Federated Identity Management vs. SSO: Which is Better?
Comparing federated identity management and SSO can be tricky if you don’t fully understand federation or identity and access management. We’re walking through both to help you compare.
What is the difference between federated identity management and single sign-on authentication? SSO is meant to authenticate one person across different systems. FIM will allow one user access to many applications over any number of networks.
What Is Federated Identity Management?
Federated identity management is a way to leverage identity management and sharing protocols to facilitate authentication across multiple vendors and application platforms. FIM is a set of technical agreements between organizations, implemented through technical standards, that allows users of those platforms to access apps with a single set of credentials.
Because FIM emphasizes identity management, FIM solutions do not apply to the authentication of user credentials. Instead, FIM is all about how disparate systems across multiple enterprises negotiate trust.

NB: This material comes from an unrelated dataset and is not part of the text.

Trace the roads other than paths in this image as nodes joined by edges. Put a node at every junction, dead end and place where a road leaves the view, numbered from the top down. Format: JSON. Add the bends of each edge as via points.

That’s because in an FIM system, every participating organization agrees to trust the fact that if a user authenticates with one system, they should have access to all participating systems.

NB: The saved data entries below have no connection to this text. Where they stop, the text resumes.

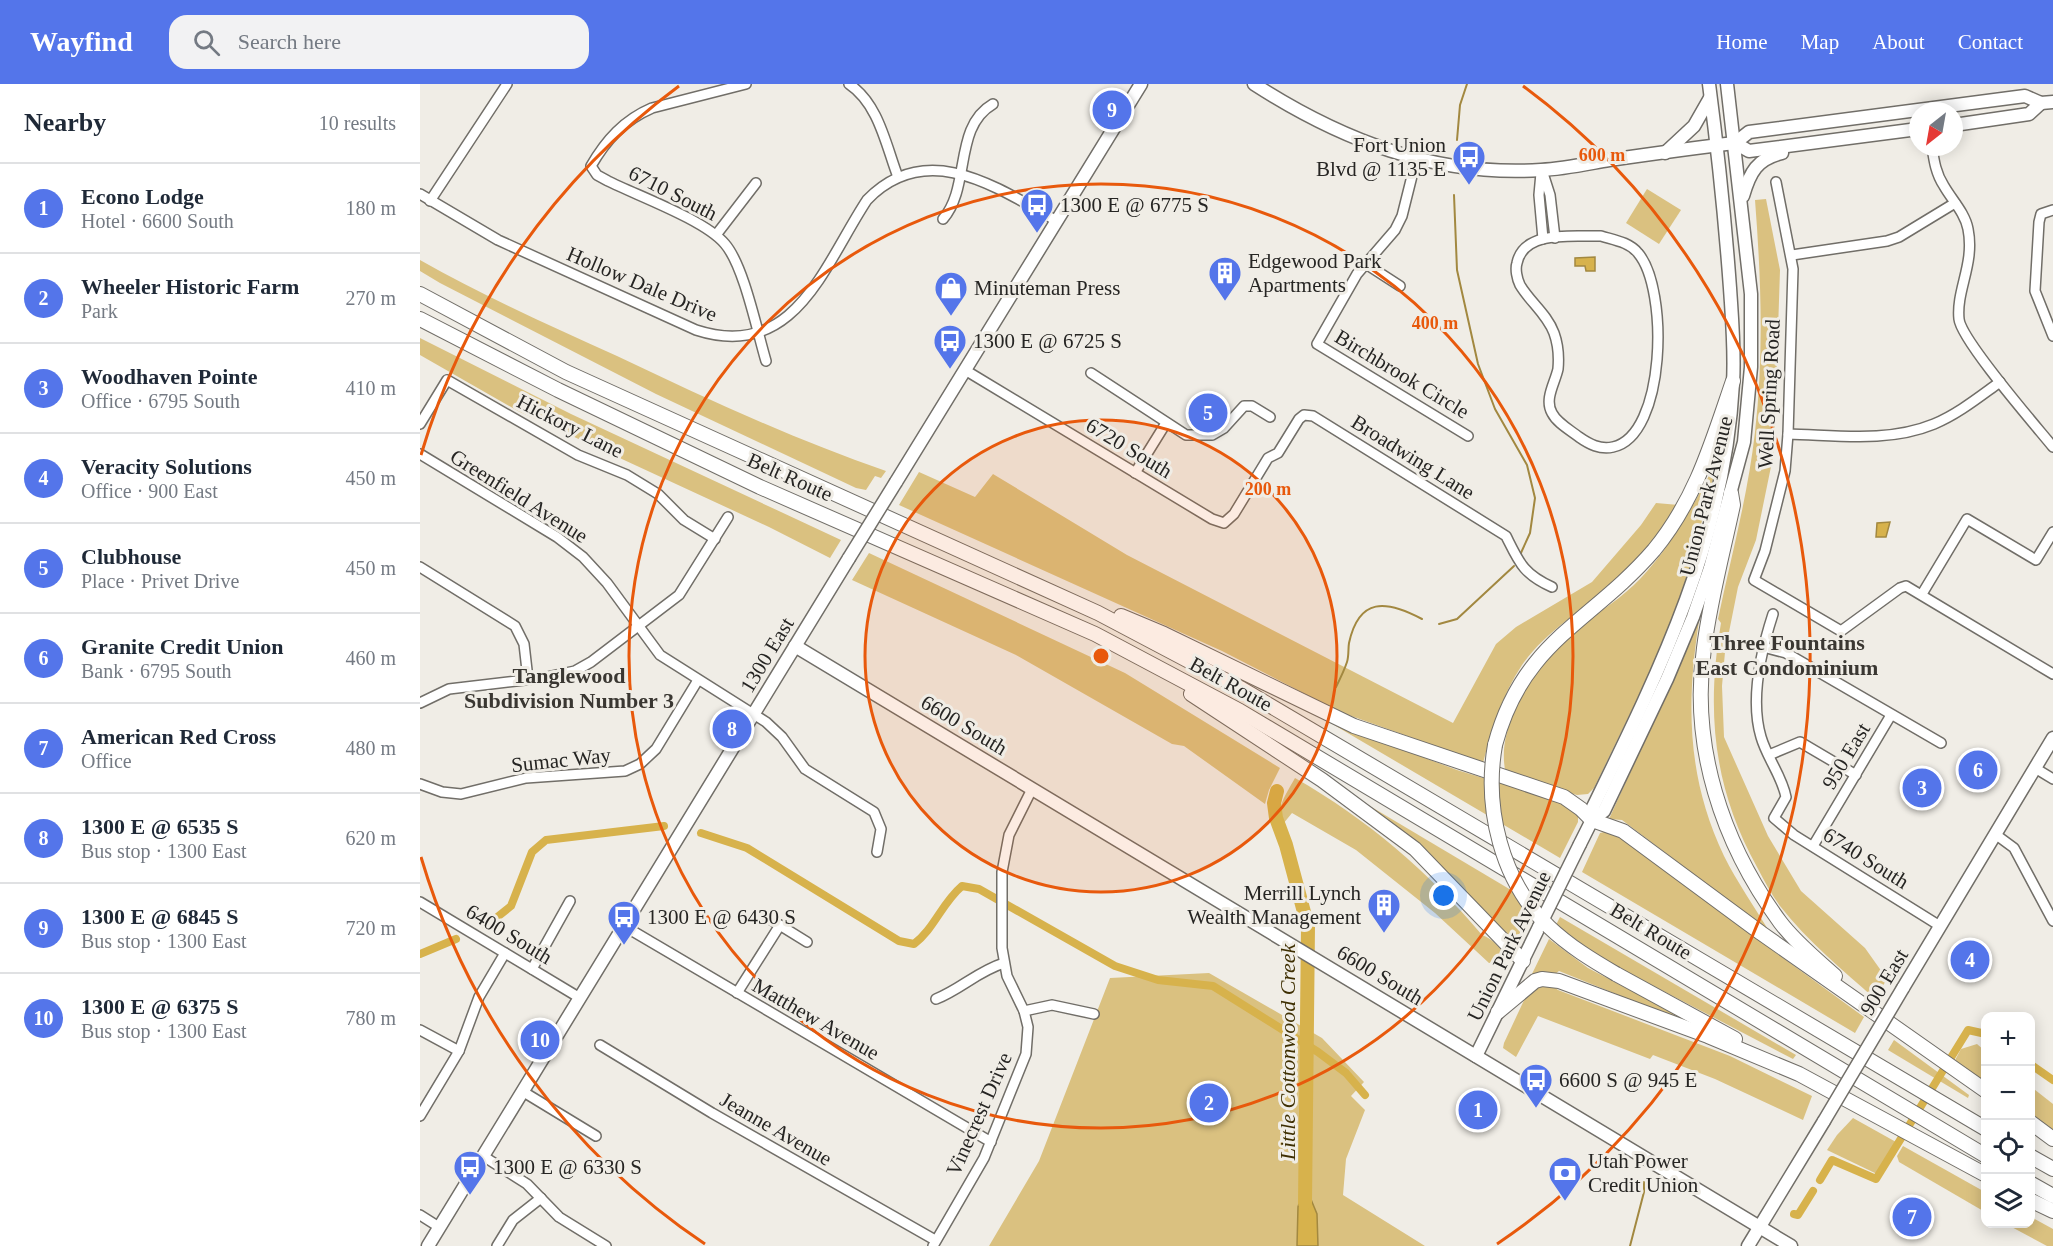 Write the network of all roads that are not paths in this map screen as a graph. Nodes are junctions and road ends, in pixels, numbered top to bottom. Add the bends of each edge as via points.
1 (507, 84) edge
2 (746, 84) edge
3 (849, 84) edge
4 (1141, 84) edge
5 (1254, 84) edge
6 (1709, 84) edge
7 (1727, 84) edge
8 (1711, 97) junction
9 (2047, 103) edge
10 (993, 104) dead end
11 (1963, 124) edge
12 (1909, 130) edge
13 (1735, 143) junction
14 (1804, 144) junction
15 (1716, 146) junction
16 (1665, 153) junction
17 (1933, 156) edge
18 (1416, 160) junction
19 (1542, 170) junction
20 (960, 173) junction
21 (898, 177) junction
22 (1776, 182) dead end
23 (756, 183) dead end
24 (420, 195) edge
25 (430, 201) junction
26 (1742, 203) junction
27 (1955, 203) junction
28 (2051, 210) edge
29 (943, 219) dead end
30 (1057, 221) junction
31 (716, 235) junction
32 (1555, 238) junction
33 (1543, 240) junction
34 (1792, 255) junction
35 (1366, 264) junction
36 (1400, 286) dead end
37 (420, 294) edge
38 (420, 319) edge
39 (758, 333) junction
40 (2053, 336) edge
41 (765, 361) dead end
42 (965, 369) junction
43 (1091, 373) dead end
44 (1733, 381) junction
45 (2000, 382) junction
46 (1270, 417) dead end
47 (1166, 423) junction
48 (420, 424) edge
49 (1788, 434) junction
50 (1468, 436) dead end
51 (2053, 447) edge
52 (420, 454) edge
53 (1135, 472) junction
54 (1257, 474) joint
55 (1731, 493) junction
56 (728, 517) dead end
57 (895, 522) junction
58 (2053, 532) edge
59 (715, 538) junction
60 (420, 567) edge
61 (1552, 587) dead end
62 (1922, 594) junction
63 (1773, 614) dead end
64 (639, 628) junction
65 (795, 646) junction
66 (1763, 647) junction
67 (1122, 648) junction
68 (2053, 674) edge
69 (528, 679) junction
70 (698, 680) junction
71 (421, 700) edge
72 (754, 714) junction
73 (1891, 715) junction
74 (2053, 738) edge
75 (1941, 743) dead end
76 (1769, 755) junction
77 (2035, 768) junction
78 (1856, 775) junction
79 (2053, 779) edge
80 (420, 783) edge
81 (1032, 789) junction
82 (1592, 820) junction
83 (1995, 834) junction
84 (1812, 846) junction
85 (877, 852) dead end
86 (570, 901) dead end
87 (420, 902) edge
88 (765, 916) dead end
89 (2053, 921) edge
90 (780, 925) junction
91 (624, 926) junction
92 (1940, 926) junction
93 (807, 942) dead end
94 (505, 953) junction
95 (1523, 961) junction
96 (1004, 963) junction
97 (532, 969) junction
98 (737, 993) junction
99 (580, 998) junction
100 (936, 999) dead end
101 (1024, 1011) junction
102 (1498, 1012) junction
103 (1094, 1014) dead end
104 (420, 1030) edge
105 (1916, 1042) junction
106 (600, 1045) dead end
107 (459, 1052) junction
108 (1476, 1056) junction
109 (1799, 1074) junction
110 (1981, 1088) edge
111 (522, 1091) junction
112 (420, 1116) edge
113 (2035, 1125) edge
114 (1981, 1126) edge
115 (596, 1136) dead end
116 (2053, 1139) edge
117 (991, 1142) junction
118 (1981, 1153) edge
119 (483, 1156) junction
120 (2035, 1158) edge
121 (2053, 1169) edge
122 (1984, 1174) edge
123 (2035, 1185) edge
124 (2053, 1196) edge
125 (541, 1198) junction
126 (2035, 1202) edge
127 (2053, 1211) edge
128 (420, 1215) edge
129 (1760, 1226) junction
130 (440, 1227) junction
131 (934, 1243) edge
132 (428, 1246) edge
133 (497, 1246) edge
134 (606, 1246) edge
135 (1748, 1246) edge
136 (1791, 1246) edge

1 - 25 street
2 - 31 street, 6710 South via 638,114 613,135 591,166 597,175
3 - 21 street via 873,111
4 - 30 main road, 1300 East
5 - 18 main road via 1338,132
6 - 8 main road, Union Park Avenue
7 - 13 main road, Union Park Avenue
8 - 15 main road, Union Park Avenue
8 - 16 main road via 1694,126
9 - 11 main road via 2029,114
9 - 13 main road via 2025,96 1749,132
10 - 20 street via 977,117
12 - 14 main road
13 - 14 main road via 1749,151
13 - 15 main road
13 - 26 main road, Union Park Avenue
14 - 26 main road via 1765,158 1755,166
15 - 16 main road
15 - 44 main road, Union Park Avenue via 1727,243
16 - 19 main road
17 - 27 street via 1935,167
18 - 19 main road via 1492,171
18 - 35 street via 1402,216
19 - 32 street via 1550,195
19 - 33 street via 1539,195
20 - 21 street, Hollow Dale Drive via 923,172
20 - 29 street via 954,202
20 - 30 street, Hollow Dale Drive via 991,183
21 - 39 street, Hollow Dale Drive via 867,200 802,304 784,320
22 - 34 street, Well Spring Road
23 - 31 street
24 - 25 street, Hollow Dale Drive
25 - 39 street, Hollow Dale Drive via 498,240 696,330 726,337
26 - 55 main road, Union Park Avenue via 1752,352 1744,442
27 - 34 street via 1887,241
27 - 45 street via 1968,226 1970,240 1958,312 1960,326
28 - 40 street via 2042,214 2039,222 2035,291
30 - 42 main road, 1300 East
31 - 39 street, 6710 South via 733,255
32 - 33 street
32 - 33 street via 1601,236 1623,242 1639,254 1653,286 1659,347 1653,383 1635,431 1628,440 1612,448 1587,442 1550,409 1558,368 1555,335 1519,283 1516,266 1526,246
34 - 49 street, Well Spring Road
35 - 36 street
35 - 50 street, Birchbrook Circle via 1317,344
37 - 57 highway, Belt Route via 566,372
38 - 67 highway, Belt Route via 760,487
39 - 41 street, 6710 South
42 - 53 street, 6720 South
42 - 65 main road, 1300 East, bridge
43 - 47 street
44 - 82 main road, Union Park Avenue via 1719,488 1696,576 1664,661 1593,807
44 - 109 highway, bridge via 1696,487 1654,549 1623,582 1560,634 1530,667 1504,716 1495,745 1491,806 1518,885 1529,904 1566,942 1616,974
45 - 49 street via 1959,411 1933,425 1913,430 1885,436
45 - 51 street
46 - 47 street via 1252,406 1244,406 1224,428 1198,437
47 - 53 street
48 - 59 street, Hickory Lane via 447,380 578,455 658,494 684,520
49 - 62 street, Well Spring Road via 1785,471 1755,580 1842,631 1900,588 1906,586
52 - 64 street, Greenfield Avenue via 574,550 603,578
53 - 54 street, 6720 South via 1224,523 1234,514
54 - 61 street, Broadwing Lane via 1268,458 1278,453 1299,419 1313,416 1506,536 1523,569 1533,579
55 - 82 main road, Union Park Avenue via 1701,594 1676,659 1604,811
55 - 105 highway via 1733,505 1703,649 1700,719 1712,789 1740,858 1780,922 1806,951
56 - 59 street
57 - 82 highway via 1164,634 1354,726 1564,797
57 - 114 highway, Belt Route via 1098,613 1242,688
58 - 62 street via 2036,560 1967,519
59 - 64 street via 679,595
60 - 69 street via 511,623 522,639
62 - 68 street, Well Spring Road
63 - 66 street
64 - 69 street via 575,671
64 - 70 street, Greenfield Avenue via 660,655
65 - 72 main road, 1300 East
65 - 81 main road, 6600 South
66 - 73 street via 1786,653
66 - 76 street via 1759,726
67 - 95 highway via 1322,780 1415,849
67 - 118 highway, Belt Route via 1240,711
69 - 71 street via 449,689
70 - 72 street, Greenfield Avenue
70 - 80 street, Sumac Way via 656,749 625,771 526,778 461,794
72 - 85 street, Greenfield Avenue via 776,730 809,773 874,812 881,829
72 - 91 main road, 1300 East
73 - 75 street
73 - 78 street, 950 East
74 - 77 main road, 900 East
76 - 78 street via 1800,742
76 - 84 street, 6740 South via 1786,797 1774,818
77 - 79 street
77 - 83 main road, 900 East
78 - 84 street, 950 East
81 - 96 street, Vinecrest Drive via 1009,835 1003,858
81 - 108 main road, 6600 South
82 - 95 main road, Union Park Avenue, bridge
82 - 105 highway via 1623,831
83 - 89 street via 2014,848
83 - 92 main road, 900 East
84 - 92 street, 6740 South
86 - 97 street
87 - 94 street, 6400 South
88 - 90 street
90 - 93 street
90 - 98 street
91 - 98 street, Matthew Avenue
91 - 99 main road, 1300 East
92 - 129 main road, 900 East, bridge
94 - 97 street, 6400 South
94 - 107 street via 479,997
95 - 102 main road, Union Park Avenue
96 - 100 street via 986,969
96 - 101 street, Vinecrest Drive
97 - 99 street, 6400 South
98 - 117 street, Matthew Avenue
99 - 111 main road, 1300 East
101 - 103 street via 1052,1005
101 - 117 street, Vinecrest Drive via 1026,1054
102 - 108 main road, Union Park Avenue
102 - 109 highway via 1523,989 1550,979 1708,1036
104 - 107 street
105 - 110 highway
106 - 131 street, Jeanne Avenue
107 - 112 street
108 - 129 main road, 6600 South
109 - 122 highway
111 - 115 street
111 - 119 main road, 1300 East
113 - 116 highway
117 - 131 street, Vinecrest Drive
119 - 125 street
119 - 130 main road, 1300 East
120 - 121 highway
123 - 124 highway
125 - 133 street via 513,1220
125 - 134 street via 559,1217
126 - 127 highway
128 - 130 street
129 - 135 main road, 900 East
129 - 136 main road, 6600 South
130 - 132 main road, 1300 East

Implementing FIM, therefore, includes technologies built around communicating user credentials and/or tokens that can attest to authentication and identity management.
Some of the technologies that play a role in FIM include the following:
- Security Assertion Markup Language: This open standard gives identity providers a language to exchange authorization credentials. When a user attempts to access a SAML-enabled system, that system returns a SAML assertion that verifies the user is who they say they are. The SAML assertion within a FIM should be a legitimate form of authentication across all federated systems.

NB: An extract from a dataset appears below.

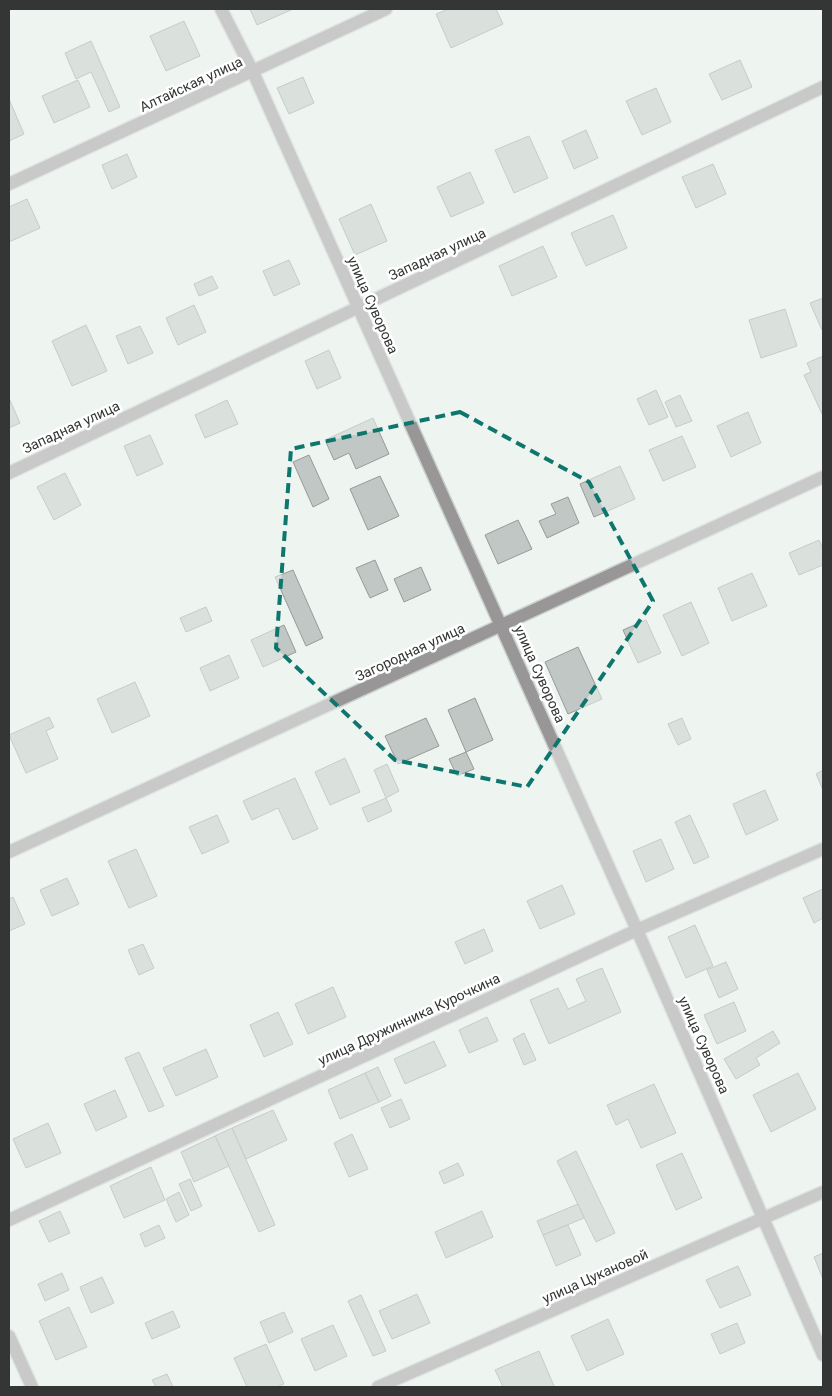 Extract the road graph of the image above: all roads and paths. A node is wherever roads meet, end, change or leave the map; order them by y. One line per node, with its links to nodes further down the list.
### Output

- OAuth: OAuth is an authentication protocol that relies on passing tokens between identity management and service providers. A user provides credentials to an OAuth provider who then returns a token that isn’t readable or editable by the user. This token can be used to authenticate the user across multiple systems.
Unlike SAML, OAuth is often geared towards mobile devices, Internet of Things technology, or other contexts where authentication will be long-lasting. SAML, on the other hand, will better serve enterprise users with shorter, daily authentication needs.
- OpenID Connect: Supported by the major social media and cloud providers (Google, Facebook, Microsoft, PayPal, Yahoo, and Symantec), allows for authentication through a third-party identity provider.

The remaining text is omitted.